Required work ::
From the entries provided below, copy each line that contains the word "highway".

Data in this exercise ::
__________________________________________________

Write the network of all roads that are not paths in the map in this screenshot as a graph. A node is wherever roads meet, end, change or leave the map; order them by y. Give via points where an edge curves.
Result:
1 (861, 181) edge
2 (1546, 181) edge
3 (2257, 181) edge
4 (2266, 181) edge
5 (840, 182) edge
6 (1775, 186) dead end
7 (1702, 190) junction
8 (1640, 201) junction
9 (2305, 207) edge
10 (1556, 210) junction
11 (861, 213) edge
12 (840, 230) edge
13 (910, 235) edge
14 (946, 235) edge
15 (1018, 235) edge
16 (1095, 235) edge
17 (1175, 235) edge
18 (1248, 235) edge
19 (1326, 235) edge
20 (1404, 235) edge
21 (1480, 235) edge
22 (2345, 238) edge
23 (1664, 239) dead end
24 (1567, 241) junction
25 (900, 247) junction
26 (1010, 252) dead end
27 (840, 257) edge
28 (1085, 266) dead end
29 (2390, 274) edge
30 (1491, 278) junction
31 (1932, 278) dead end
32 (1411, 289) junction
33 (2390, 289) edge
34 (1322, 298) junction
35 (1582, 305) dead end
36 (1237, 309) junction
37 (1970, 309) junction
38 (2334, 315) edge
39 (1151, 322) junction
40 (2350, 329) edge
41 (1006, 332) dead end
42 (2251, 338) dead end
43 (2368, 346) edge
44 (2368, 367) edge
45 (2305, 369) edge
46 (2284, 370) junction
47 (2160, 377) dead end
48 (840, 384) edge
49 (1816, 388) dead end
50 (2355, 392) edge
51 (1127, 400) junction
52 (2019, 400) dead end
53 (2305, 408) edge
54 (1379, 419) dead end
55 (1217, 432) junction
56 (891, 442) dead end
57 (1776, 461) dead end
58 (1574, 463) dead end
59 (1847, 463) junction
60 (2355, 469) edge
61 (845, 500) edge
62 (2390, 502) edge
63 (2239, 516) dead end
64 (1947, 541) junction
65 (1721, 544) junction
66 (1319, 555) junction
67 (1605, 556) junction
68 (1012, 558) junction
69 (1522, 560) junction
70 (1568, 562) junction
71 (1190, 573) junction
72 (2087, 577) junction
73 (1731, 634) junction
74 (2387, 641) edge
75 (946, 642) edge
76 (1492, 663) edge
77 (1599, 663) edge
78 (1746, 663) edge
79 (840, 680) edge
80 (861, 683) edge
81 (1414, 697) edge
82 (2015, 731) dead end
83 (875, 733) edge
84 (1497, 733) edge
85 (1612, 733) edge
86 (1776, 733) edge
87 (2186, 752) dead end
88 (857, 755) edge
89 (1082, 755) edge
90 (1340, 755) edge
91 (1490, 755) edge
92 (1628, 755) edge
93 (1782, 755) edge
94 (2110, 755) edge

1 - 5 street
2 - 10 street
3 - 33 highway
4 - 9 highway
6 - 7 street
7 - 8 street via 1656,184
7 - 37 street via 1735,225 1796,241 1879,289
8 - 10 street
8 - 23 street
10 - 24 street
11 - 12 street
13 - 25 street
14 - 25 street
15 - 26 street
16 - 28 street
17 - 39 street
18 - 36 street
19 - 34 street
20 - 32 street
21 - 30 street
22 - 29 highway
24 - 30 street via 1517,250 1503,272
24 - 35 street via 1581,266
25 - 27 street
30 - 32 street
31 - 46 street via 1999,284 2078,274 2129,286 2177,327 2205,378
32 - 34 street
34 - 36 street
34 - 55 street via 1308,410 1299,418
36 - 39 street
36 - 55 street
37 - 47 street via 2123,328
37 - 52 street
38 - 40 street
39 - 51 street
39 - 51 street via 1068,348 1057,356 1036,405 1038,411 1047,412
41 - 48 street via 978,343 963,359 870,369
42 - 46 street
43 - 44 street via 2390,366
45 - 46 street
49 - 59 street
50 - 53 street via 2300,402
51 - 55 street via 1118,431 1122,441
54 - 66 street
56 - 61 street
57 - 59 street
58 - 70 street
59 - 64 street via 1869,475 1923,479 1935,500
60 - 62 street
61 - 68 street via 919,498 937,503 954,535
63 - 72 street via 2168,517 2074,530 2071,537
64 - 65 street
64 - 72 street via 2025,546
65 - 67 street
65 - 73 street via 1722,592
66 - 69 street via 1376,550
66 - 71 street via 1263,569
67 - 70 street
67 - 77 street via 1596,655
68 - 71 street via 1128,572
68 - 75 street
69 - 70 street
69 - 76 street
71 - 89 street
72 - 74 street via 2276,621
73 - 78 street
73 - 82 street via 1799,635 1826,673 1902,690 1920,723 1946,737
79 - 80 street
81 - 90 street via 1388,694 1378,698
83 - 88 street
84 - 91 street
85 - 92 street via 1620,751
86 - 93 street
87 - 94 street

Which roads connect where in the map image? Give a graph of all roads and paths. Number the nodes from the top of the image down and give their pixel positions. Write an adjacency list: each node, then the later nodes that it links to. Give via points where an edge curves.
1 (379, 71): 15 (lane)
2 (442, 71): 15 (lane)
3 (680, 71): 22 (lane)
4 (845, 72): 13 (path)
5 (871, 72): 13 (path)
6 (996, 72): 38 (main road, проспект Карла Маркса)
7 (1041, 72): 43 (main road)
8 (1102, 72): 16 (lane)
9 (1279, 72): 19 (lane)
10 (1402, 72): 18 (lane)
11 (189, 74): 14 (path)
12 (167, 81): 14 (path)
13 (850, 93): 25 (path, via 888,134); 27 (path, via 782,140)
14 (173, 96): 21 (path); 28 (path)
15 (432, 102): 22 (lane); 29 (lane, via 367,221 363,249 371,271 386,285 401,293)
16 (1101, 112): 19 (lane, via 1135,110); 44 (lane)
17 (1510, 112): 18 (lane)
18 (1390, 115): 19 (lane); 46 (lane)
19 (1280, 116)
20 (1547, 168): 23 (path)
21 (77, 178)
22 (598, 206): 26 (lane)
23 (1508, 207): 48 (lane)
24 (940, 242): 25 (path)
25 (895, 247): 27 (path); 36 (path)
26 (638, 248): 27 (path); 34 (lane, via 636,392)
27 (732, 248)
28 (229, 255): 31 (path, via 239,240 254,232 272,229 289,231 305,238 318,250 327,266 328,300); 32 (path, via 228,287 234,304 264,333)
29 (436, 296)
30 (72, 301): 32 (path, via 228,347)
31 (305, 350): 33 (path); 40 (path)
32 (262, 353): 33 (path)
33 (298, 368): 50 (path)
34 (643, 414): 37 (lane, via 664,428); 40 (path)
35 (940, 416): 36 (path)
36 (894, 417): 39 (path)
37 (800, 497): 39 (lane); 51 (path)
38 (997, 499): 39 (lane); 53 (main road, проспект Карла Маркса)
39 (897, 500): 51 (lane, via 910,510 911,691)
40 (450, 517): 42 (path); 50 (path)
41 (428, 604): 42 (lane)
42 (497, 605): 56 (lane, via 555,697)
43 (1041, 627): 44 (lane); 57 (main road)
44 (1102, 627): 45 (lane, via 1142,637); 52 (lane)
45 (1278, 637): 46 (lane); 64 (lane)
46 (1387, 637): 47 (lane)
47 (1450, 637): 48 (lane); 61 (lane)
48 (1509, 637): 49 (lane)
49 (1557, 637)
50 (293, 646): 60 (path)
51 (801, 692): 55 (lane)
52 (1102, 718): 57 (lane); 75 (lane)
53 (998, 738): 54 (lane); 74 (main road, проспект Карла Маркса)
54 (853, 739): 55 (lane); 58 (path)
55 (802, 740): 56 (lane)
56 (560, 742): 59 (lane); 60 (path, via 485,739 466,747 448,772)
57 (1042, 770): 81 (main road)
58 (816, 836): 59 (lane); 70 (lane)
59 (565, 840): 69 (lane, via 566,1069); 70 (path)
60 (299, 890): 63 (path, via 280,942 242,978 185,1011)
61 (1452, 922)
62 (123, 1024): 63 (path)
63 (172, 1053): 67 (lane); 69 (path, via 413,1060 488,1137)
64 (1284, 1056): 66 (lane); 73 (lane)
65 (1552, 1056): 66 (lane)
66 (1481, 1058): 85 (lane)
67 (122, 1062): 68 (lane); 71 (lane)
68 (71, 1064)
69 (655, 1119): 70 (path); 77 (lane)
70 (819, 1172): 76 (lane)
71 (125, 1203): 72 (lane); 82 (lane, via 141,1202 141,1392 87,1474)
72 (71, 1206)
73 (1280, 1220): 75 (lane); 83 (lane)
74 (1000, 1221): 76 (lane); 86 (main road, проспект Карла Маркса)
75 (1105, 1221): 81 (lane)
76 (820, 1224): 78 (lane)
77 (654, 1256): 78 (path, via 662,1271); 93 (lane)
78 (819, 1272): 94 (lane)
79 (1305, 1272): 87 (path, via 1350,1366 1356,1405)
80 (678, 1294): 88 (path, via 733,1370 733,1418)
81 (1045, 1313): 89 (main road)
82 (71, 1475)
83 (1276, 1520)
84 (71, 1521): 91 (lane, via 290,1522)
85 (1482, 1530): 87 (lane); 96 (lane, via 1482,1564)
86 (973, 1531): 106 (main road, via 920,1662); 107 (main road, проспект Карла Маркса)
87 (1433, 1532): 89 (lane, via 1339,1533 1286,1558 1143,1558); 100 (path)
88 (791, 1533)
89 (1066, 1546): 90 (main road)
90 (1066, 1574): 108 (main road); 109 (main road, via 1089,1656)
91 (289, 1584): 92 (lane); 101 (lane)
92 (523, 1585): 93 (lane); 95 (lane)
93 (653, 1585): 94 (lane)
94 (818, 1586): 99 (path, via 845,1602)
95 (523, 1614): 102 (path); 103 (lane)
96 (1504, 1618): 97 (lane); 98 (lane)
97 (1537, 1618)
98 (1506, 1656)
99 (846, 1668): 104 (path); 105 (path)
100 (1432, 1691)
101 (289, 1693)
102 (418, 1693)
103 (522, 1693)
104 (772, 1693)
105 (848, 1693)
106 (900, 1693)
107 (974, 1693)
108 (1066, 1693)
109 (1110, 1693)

__________________________________________________

Reply ::
3 - 33 highway
4 - 9 highway
22 - 29 highway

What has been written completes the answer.